It’s been a long time coming.

Coupeville High School softball players are back on the field and ready to play games again for the first time since the 2019 state tournament.

The COVID-19 shutdown cost the Wolves the 2020 season and prevented four-year players such as Emma Mathusek and Scout Smith from experiencing their senior season.

But, while that hurts, the focus when players opened practice Monday was a positive one, said CHS coach Kevin McGranahan.

“I have 22 girls as of today and ALL of them have been practicing when we could throughout the last year,” he said. “They have all stuck by the program and are anxious to get the season going.

“I could not be more proud of this team,” McGranahan added.

“I am always proud of my teams, but this particular set of girls have endured through the last year and finally get to showoff a little bit.”

Leading the way will be five players from that 2019 team, which won a North Sound Conference title, finished second at districts, then advanced to state for the third time in program history.

Seniors Chelsea Prescott, Mollie Bailey, and Coral Caveness are joined by juniors Izzy Wells and Audrianna Shaw.

Wells was Coupeville’s #1 pitcher as a freshman, while Prescott has been one of her team’s most-dangerous hitters since day one of her own 9th grade season.

Bailey held down third base for the 2019 state team, and also has plenty of experience as a catcher, while Caveness and Shaw played multiple positions.

The five-pack are key as the Wolves move into their home in the Northwest 2B/1B League.

“Gonna need all of them to step up and lead the younger players that have never seen varsity time due to COVID,” McGranahan said.

Coral Caveness, one of three Coupeville seniors, last played at the 2019 state tourney. (Photo by JohnsPhotos.net)

Among key newcomers for the Wolves are a group of “redshirt freshmen” — sophomores who never got to play last spring and are “talented, but very inexperienced at this level.”

These include Gwen Gustafson (pitcher/centerfield), Jill Prince (infield), and the deadly duo of Allie and Maya Lucero (infield).

Outfielder Lacy McCraw-Shirron, who transferred to Coupeville before last season, but never got on the field, is also expected to contribute.

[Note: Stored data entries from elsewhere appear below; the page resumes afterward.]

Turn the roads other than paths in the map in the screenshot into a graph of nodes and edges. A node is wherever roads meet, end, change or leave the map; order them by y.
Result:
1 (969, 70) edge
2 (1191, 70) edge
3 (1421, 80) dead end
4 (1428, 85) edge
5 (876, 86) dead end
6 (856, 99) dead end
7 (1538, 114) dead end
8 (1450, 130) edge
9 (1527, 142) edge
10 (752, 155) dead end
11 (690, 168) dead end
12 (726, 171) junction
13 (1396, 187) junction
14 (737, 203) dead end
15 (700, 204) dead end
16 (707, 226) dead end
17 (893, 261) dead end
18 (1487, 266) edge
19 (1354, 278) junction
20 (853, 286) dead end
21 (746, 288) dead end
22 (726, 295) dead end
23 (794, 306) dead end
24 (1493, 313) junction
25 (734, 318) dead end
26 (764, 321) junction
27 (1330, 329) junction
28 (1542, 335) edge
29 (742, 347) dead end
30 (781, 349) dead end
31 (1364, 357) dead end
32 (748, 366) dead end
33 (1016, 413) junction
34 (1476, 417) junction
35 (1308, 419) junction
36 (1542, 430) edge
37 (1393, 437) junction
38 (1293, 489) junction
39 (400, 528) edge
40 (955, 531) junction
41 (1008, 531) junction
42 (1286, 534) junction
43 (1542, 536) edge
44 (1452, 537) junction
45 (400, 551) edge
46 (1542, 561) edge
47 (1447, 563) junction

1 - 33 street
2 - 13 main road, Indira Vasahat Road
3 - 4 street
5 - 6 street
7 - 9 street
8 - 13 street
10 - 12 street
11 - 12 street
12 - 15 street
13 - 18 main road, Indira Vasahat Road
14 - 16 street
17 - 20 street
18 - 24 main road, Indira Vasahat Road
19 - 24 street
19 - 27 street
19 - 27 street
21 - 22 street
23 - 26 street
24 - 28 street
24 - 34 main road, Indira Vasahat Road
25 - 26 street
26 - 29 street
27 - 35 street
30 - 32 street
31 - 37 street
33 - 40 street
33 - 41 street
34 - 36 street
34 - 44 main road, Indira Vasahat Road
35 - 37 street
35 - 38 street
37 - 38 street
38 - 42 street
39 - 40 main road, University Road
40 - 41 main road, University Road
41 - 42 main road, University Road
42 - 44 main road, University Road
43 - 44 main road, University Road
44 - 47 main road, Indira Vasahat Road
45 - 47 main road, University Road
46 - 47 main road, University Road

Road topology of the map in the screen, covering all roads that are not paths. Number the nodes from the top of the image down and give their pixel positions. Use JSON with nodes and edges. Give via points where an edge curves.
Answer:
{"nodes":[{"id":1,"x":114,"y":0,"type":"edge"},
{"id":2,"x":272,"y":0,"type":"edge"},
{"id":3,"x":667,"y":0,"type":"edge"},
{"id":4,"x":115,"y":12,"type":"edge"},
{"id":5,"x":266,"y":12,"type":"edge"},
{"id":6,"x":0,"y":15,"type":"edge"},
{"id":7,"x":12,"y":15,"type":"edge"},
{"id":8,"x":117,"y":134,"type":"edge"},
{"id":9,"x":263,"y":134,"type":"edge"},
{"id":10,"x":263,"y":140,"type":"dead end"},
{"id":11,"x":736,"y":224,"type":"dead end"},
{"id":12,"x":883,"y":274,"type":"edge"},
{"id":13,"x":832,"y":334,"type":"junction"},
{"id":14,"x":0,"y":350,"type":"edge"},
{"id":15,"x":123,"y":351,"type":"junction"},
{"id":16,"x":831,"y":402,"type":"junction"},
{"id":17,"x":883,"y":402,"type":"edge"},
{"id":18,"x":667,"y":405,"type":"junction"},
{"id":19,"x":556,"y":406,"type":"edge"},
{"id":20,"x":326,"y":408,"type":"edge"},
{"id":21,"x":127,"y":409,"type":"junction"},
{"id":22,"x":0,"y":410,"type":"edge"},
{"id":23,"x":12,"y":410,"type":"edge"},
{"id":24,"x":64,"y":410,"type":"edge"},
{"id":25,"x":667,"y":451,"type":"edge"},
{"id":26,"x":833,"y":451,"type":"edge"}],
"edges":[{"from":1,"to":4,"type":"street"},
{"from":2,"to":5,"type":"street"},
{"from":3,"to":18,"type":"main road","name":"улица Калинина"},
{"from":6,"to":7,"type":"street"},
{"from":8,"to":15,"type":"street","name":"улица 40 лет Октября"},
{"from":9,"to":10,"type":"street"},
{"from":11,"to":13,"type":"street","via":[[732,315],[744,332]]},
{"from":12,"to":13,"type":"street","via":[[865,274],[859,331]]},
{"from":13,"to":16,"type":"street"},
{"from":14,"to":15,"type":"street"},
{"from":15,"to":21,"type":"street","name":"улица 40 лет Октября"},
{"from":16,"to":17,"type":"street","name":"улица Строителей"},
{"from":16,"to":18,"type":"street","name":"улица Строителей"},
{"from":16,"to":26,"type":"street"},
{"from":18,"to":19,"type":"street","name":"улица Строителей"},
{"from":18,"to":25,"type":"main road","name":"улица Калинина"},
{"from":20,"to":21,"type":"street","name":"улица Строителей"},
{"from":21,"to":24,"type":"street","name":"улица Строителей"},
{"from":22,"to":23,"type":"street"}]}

Regardless of which of the 22 players get on the field, and in what positions, McGranahan will be there to preach hard work and improvement.

“We have strong leaders in our seniors, and our defense will be pretty solid with a scrappy offense,” he said. “(But we need to work on) softball IQ – we have to get better with our softball knowledge of the game and strategies.

“This is only because we are getting so young and inexperienced due to COVID; not a knock on the girls at all,” McGranahan added. “They just have to be able to learn quickly.”

Along with the time off, Coupeville is making the transition from 1A to 2B, with a new group of foes.

With schools playing shortened seasons as they return from the pandemic shutdown, the Wolves are scheduled for 12 games, all against league opponents.

They’ll play five games against fellow 2B schools La Conner (3) and Friday Harbor (2), with seven against 1B foes Orcas Island (3), Darrington (2), and Concrete (2).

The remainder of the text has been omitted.